さらに、別売のアップグレードソフトウェアキーを追加すれば、より豊富な階調の記録が可能な「V-Log撮影」にも対応。Log記録した動画ファイルは編集時に色や明るさを大きく変えても破綻が起こりにくいので、自由度の高い映像制作が楽しめます。

オリンパス(OLYMPUS) コンパクトカメラ Tough TG-5

オリンパス(OLYMPUS) コンパクトカメラ Tough TG-5

タフ性能と高画質を両立した防水コンパクトデジタルカメラです。広角側で開放F2.0の大口径ズームレンズ(倍率4倍)により、水中や暗い所で動物を撮る場合でも速いシャッター速度で被写体をぶらさずに撮影できます。

また、耐久性の高さも特徴です。水中プロテクターなしでも水深15mまで対応できる防水性能や、高い気密性で砂やホコリの侵入を防ぐ防塵性能、-10℃でも動作する耐低温性能、2.1mからの落下にも耐える耐衝撃性能などを搭載しています。

さらに、「フィールドセンサーシステム」により、緯度・経度、温度、標高(水深)などのフィールド情報も写真と同時に記録し、スマホアプリに取り込んで活用できるのもポイント。ウォータースポーツはもちろん、アウトドアなどの過酷な環境でも重宝します。

動画は最大で4K 30fpsでの記録に対応。また、フルHD 120fpsやHD 240fpsでのハイスピードムービー撮影も可能なので、スローモーション再生も楽しめます。

オリンパス(OLYMPUS) ミラーレスカメラ OM-D E-M10 Mark Ⅲ

オリンパス(OLYMPUS) ミラーレスカメラ OM-D E-M10 Mark Ⅲ

手軽に高画質な撮影が楽しめるコンパクトなミラーレス一眼カメラです。レンズ込みでも同クラスの一眼レフと比べて1回り以上小型軽量なので、旅先にも軽快に持ち運びが可能。加えて、有効約1600万画素のフォーサーズセンサーを搭載しているので、きれいな夜景写真も背景のボケた動画も簡単に撮れます。

ボディ内には「5軸手ぶれ補正」を搭載。すべてのレンズであらゆる種類の手ぶれを効果的に抑えられるので、手ぶれが目立ちやすい4K動画も高精細に撮影できます。

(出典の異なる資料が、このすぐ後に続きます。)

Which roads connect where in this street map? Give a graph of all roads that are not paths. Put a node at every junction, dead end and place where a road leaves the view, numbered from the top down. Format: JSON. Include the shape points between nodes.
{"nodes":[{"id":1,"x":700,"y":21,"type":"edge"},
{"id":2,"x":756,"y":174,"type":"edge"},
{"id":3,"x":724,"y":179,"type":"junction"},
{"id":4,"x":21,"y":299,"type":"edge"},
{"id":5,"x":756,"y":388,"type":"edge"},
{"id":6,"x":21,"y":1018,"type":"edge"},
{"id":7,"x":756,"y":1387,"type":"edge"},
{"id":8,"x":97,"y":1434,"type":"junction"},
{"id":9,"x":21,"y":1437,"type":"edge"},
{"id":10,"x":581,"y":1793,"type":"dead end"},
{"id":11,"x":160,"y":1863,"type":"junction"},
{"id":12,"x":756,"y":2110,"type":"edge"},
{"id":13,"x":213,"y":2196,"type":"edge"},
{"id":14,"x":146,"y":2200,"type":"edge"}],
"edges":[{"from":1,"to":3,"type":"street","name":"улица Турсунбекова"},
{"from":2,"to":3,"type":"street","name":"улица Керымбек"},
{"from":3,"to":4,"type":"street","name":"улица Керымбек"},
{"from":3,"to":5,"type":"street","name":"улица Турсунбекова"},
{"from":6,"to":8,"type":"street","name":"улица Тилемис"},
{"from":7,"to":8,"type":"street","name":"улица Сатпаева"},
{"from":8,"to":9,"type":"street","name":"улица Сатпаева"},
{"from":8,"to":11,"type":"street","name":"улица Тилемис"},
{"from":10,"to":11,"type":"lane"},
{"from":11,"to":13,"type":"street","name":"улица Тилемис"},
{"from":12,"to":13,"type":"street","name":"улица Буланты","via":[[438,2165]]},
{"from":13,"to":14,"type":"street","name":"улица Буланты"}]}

また、チルト式の液晶モニターを搭載しているので、ローアングルやハイアングルからでも無理のない体勢で撮影できるのもポイント。液晶モニターは「タッチAF」にも対応しているので直感的にピント合わせができます。

動画は最大で4K 30fpsでの記録に対応。デジタルフィルター機能の「アートフィルター」を使えば、幻想的でソフトな写りの「ファンタジックフォーカス」やしっとりとした渋みのある写りの「ブリーチバイパス」など、全15種類の特殊効果を加えた動画も簡単に楽しめます。